On 13 Oct 1999, Jeff Davis commented on the difference between the teaching of the same class at different institutions.
I'll thank Jeff (and John) for their comments and agree with them completely. I've had the opportunity to compare the "exclusive" educational environment with the "public" educational environment. In both situations I can point to both good instructors and bad instructors. The *key* difference in my mind is that in the more exclusive environment the quality of your fellow students is higher and that may provide for both a richer educational experience as well as a more competitive environment (which may be good or bad depending on your personality).

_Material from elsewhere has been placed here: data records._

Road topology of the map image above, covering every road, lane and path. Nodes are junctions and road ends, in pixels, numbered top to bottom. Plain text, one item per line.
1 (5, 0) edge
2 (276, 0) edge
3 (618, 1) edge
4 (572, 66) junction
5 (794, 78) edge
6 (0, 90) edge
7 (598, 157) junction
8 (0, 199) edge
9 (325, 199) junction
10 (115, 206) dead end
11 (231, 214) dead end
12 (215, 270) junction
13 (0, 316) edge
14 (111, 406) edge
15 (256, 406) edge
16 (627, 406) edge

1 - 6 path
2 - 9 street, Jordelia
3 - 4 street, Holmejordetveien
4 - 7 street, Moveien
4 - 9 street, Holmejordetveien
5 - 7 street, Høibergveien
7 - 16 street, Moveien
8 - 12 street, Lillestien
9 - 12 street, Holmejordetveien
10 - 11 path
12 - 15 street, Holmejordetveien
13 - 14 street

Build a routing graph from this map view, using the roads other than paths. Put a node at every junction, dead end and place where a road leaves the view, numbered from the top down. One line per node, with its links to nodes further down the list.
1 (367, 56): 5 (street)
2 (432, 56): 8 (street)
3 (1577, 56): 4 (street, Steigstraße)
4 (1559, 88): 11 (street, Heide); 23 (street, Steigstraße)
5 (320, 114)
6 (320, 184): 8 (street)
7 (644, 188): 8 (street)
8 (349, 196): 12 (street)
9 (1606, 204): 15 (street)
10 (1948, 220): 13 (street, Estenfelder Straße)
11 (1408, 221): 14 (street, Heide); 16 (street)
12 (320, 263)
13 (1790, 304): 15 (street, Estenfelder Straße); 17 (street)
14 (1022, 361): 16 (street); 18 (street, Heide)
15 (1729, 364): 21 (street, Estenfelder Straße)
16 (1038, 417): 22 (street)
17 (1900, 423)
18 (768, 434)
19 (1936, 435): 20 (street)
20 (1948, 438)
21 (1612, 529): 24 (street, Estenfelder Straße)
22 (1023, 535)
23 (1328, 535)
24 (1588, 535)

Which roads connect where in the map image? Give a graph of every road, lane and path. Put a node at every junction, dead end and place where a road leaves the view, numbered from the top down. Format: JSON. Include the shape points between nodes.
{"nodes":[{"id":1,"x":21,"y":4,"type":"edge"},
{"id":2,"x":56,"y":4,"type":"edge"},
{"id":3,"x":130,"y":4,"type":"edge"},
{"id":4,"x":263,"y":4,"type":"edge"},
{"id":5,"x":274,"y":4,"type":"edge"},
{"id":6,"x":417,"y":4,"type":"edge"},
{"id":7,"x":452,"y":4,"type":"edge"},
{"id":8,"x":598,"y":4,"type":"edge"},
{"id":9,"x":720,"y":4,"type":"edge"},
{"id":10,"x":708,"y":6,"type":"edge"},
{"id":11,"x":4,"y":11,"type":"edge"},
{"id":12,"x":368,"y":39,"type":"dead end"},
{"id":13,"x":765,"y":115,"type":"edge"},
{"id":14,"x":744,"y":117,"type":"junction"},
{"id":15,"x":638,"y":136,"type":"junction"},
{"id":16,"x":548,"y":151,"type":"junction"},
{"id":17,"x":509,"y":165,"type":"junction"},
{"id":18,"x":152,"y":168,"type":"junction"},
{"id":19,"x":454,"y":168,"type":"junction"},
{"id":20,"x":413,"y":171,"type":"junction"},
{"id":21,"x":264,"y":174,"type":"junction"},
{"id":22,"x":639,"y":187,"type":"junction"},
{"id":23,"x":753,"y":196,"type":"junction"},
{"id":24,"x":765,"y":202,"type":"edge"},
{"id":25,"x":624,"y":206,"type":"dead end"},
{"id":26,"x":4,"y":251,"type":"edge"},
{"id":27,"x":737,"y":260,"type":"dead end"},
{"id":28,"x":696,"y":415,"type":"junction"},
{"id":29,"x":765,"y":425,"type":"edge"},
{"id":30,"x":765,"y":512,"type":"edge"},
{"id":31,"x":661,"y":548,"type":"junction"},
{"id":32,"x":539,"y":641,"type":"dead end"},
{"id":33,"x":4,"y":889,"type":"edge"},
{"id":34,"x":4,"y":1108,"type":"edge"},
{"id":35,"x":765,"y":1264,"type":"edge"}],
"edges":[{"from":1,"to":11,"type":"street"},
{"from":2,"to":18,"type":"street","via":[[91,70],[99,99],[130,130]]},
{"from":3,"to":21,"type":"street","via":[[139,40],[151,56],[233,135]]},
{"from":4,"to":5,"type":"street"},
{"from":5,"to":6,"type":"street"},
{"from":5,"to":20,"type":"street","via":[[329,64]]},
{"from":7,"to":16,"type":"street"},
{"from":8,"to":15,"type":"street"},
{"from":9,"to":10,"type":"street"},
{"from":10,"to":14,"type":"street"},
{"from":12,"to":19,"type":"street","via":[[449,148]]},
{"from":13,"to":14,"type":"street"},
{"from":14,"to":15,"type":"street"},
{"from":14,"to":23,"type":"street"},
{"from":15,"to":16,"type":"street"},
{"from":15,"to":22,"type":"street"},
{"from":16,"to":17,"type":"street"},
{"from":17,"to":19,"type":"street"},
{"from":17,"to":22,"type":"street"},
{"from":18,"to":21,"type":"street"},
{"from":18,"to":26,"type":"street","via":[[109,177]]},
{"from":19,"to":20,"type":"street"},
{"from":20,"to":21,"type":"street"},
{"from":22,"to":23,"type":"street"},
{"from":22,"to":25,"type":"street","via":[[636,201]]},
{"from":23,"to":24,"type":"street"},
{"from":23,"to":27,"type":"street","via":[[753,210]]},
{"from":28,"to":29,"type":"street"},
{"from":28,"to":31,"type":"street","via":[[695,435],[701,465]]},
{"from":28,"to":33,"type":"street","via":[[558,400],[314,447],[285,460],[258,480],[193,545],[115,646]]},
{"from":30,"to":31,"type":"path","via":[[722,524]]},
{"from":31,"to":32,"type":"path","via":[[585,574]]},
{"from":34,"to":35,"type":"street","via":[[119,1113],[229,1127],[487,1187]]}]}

> Just as we see information technology transform other aspects of human
> activity, so must it logically transform education, which is even more
> fundamentally an information-intensive activity. The classroom, with its
> geographic, temporal, and numerical limitations is a dinosaur.
Yes, and the professors are a little scared of this. Some Univ. of Washington professors petitioned the governor to stop his investigation of methods of promoting distributed education.

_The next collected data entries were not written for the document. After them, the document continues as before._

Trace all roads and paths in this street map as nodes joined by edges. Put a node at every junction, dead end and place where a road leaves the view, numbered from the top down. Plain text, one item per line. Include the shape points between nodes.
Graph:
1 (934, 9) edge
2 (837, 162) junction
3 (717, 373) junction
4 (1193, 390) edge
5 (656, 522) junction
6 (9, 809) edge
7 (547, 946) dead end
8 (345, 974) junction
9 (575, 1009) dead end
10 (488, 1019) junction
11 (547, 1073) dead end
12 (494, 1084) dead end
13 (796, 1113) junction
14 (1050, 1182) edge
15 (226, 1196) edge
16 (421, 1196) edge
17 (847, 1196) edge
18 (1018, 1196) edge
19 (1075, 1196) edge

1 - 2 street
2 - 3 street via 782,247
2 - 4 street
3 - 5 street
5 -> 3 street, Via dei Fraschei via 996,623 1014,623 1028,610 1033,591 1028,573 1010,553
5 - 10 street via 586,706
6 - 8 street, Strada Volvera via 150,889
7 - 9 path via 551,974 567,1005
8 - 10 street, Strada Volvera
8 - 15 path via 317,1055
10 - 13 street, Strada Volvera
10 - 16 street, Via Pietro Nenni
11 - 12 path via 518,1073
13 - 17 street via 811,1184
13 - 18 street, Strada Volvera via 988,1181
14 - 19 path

> Had his thermo class been put on CD rom and offered to THE WORLD, in
> competition with whoever else thought they had the stuff, not only
> would he have made a mint, but the understanding of thermodynamics
> by anyone on the planet who needed it as part of their educational
> repertoir would have been strikingly enhanced.

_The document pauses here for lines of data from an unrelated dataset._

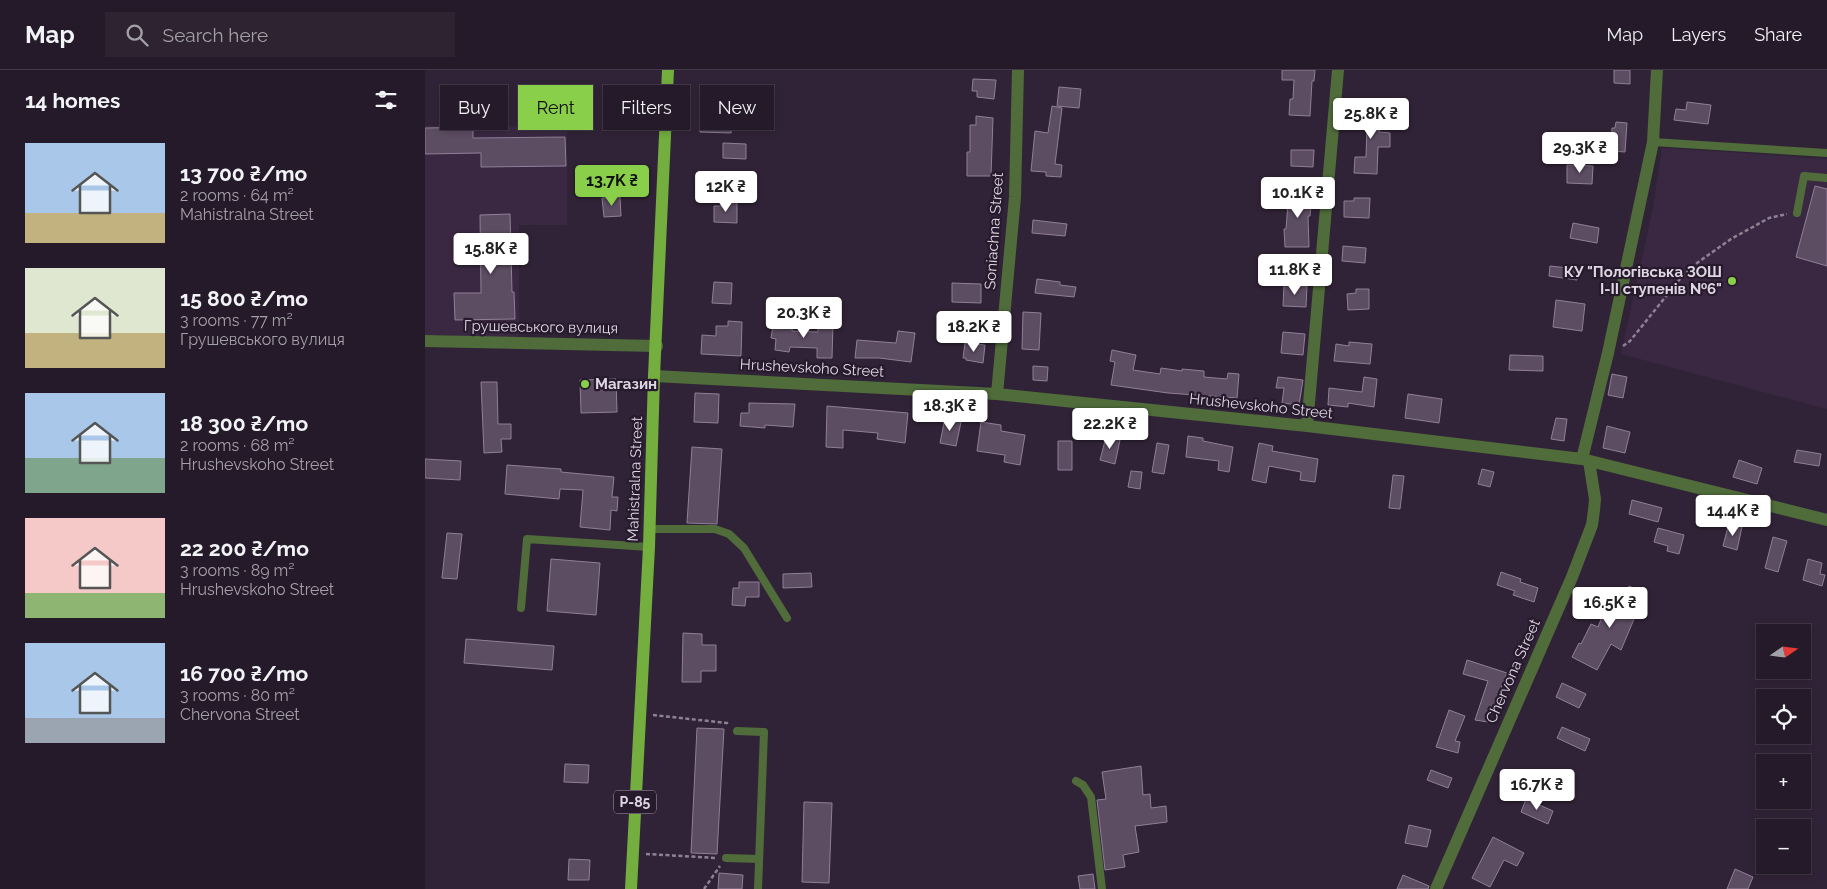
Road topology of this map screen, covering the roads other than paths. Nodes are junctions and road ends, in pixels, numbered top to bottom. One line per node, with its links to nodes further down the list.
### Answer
1 (669, 70): 10 (main road, Mahistralna Street / Р-85)
2 (1018, 70): 12 (street, Soniachna Street)
3 (1338, 70): 13 (street)
4 (1657, 70): 5 (street, Chervona Street)
5 (1653, 142): 6 (lane); 14 (street, Chervona Street)
6 (1827, 152)
7 (1827, 178): 8 (lane)
8 (1797, 213)
9 (425, 340): 10 (street, Грушевського вулиця)
10 (657, 346): 11 (main road, Mahistralna Street / Р-85)
11 (654, 376): 12 (street, Hrushevskoho Street); 16 (main road, Mahistralna Street / Р-85)
12 (997, 394): 13 (street, Hrushevskoho Street)
13 (1307, 426): 14 (street, Hrushevskoho Street)
14 (1586, 460): 15 (street, Hrushevskoho Street); 27 (street, Chervona Street)
15 (1827, 520)
16 (650, 529): 17 (main road, Mahistralna Street / Р-85); 19 (lane)
17 (649, 547): 18 (lane); 24 (main road, Mahistralna Street / Р-85)
18 (521, 608)
19 (787, 618)
20 (737, 731): 23 (lane)
21 (1076, 781): 26 (lane)
22 (726, 858): 23 (lane)
23 (759, 859): 25 (lane)
24 (631, 889)
25 (758, 889)
26 (1102, 889)
27 (1436, 889)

Exactly. The person who makes a subject come alive should be well compensated for this. Reproducing courses in condensed inexpensive formats is the wave of the future. Why should anyone study physics from their local professor when the Feynman tapes are available?
It will be very interesting to watch what Ellison & Milken do with their educational conglomerate. This is hard to observe because it is mostly private at this point, but they clearly understand that the area of computerized education will be significant in the future and are positioning their organizations to take advantage of that.